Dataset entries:
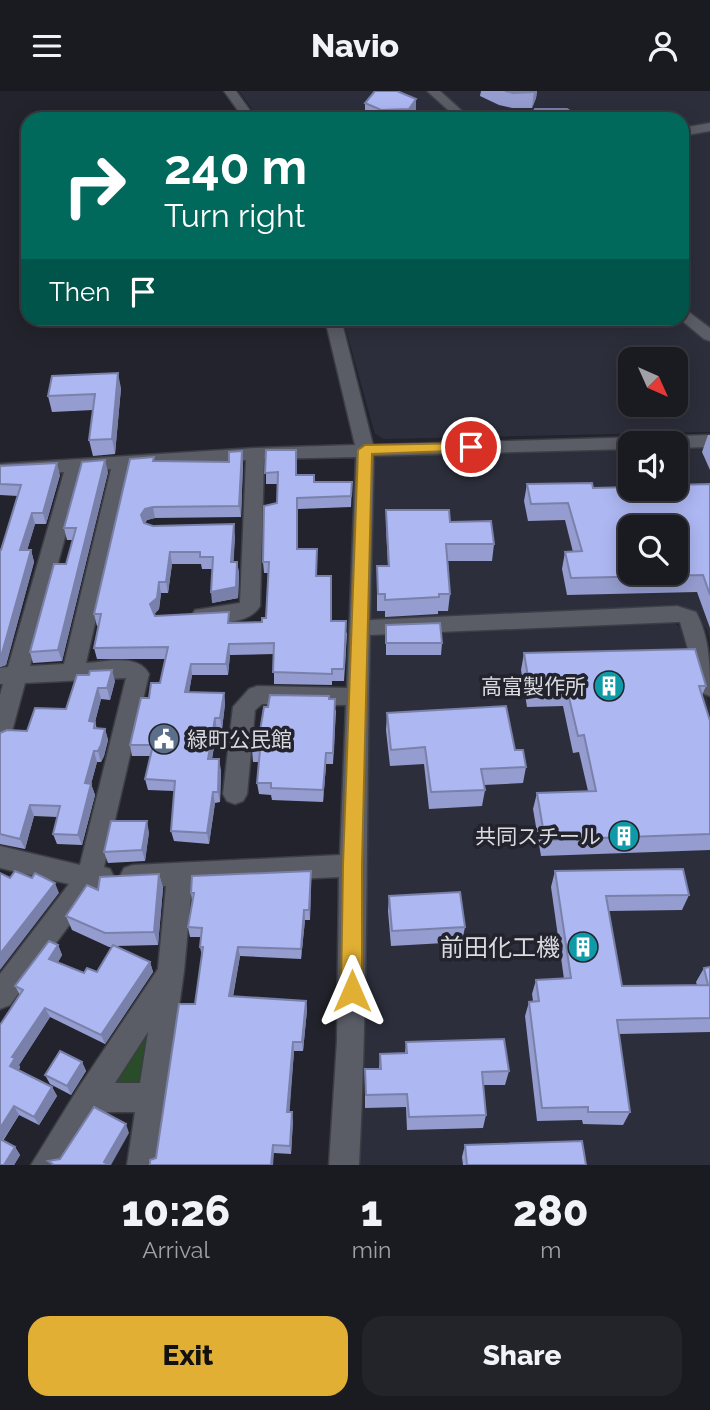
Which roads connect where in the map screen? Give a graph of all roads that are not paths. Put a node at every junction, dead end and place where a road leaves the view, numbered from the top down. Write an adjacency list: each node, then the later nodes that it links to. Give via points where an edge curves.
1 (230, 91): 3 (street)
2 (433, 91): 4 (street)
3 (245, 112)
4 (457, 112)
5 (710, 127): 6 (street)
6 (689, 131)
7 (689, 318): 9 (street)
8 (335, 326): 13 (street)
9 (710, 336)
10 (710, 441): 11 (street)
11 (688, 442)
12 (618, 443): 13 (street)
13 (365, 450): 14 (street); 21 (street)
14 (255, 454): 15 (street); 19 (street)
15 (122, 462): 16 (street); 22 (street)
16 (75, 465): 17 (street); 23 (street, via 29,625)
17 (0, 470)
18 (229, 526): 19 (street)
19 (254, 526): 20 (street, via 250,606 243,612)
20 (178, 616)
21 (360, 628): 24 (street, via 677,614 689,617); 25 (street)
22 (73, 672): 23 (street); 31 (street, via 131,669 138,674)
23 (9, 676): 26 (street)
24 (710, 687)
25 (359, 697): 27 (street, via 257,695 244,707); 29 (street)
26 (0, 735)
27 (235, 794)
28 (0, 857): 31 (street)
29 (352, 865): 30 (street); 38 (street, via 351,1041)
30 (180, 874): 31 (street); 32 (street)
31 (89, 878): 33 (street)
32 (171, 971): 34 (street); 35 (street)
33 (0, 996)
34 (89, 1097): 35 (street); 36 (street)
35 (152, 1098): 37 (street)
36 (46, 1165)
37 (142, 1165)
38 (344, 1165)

• [Your goal] All of the records above are to be copied exactly, minus the pictures.

• [Exercise output]
Which roads connect where in the map screen? Give a graph of all roads that are not paths. Put a node at every junction, dead end and place where a road leaves the view, numbered from the top down. Write an adjacency list: each node, then the later nodes that it links to. Give via points where an edge curves.
1 (230, 91): 3 (street)
2 (433, 91): 4 (street)
3 (245, 112)
4 (457, 112)
5 (710, 127): 6 (street)
6 (689, 131)
7 (689, 318): 9 (street)
8 (335, 326): 13 (street)
9 (710, 336)
10 (710, 441): 11 (street)
11 (688, 442)
12 (618, 443): 13 (street)
13 (365, 450): 14 (street); 21 (street)
14 (255, 454): 15 (street); 19 (street)
15 (122, 462): 16 (street); 22 (street)
16 (75, 465): 17 (street); 23 (street, via 29,625)
17 (0, 470)
18 (229, 526): 19 (street)
19 (254, 526): 20 (street, via 250,606 243,612)
20 (178, 616)
21 (360, 628): 24 (street, via 677,614 689,617); 25 (street)
22 (73, 672): 23 (street); 31 (street, via 131,669 138,674)
23 (9, 676): 26 (street)
24 (710, 687)
25 (359, 697): 27 (street, via 257,695 244,707); 29 (street)
26 (0, 735)
27 (235, 794)
28 (0, 857): 31 (street)
29 (352, 865): 30 (street); 38 (street, via 351,1041)
30 (180, 874): 31 (street); 32 (street)
31 (89, 878): 33 (street)
32 (171, 971): 34 (street); 35 (street)
33 (0, 996)
34 (89, 1097): 35 (street); 36 (street)
35 (152, 1098): 37 (street)
36 (46, 1165)
37 (142, 1165)
38 (344, 1165)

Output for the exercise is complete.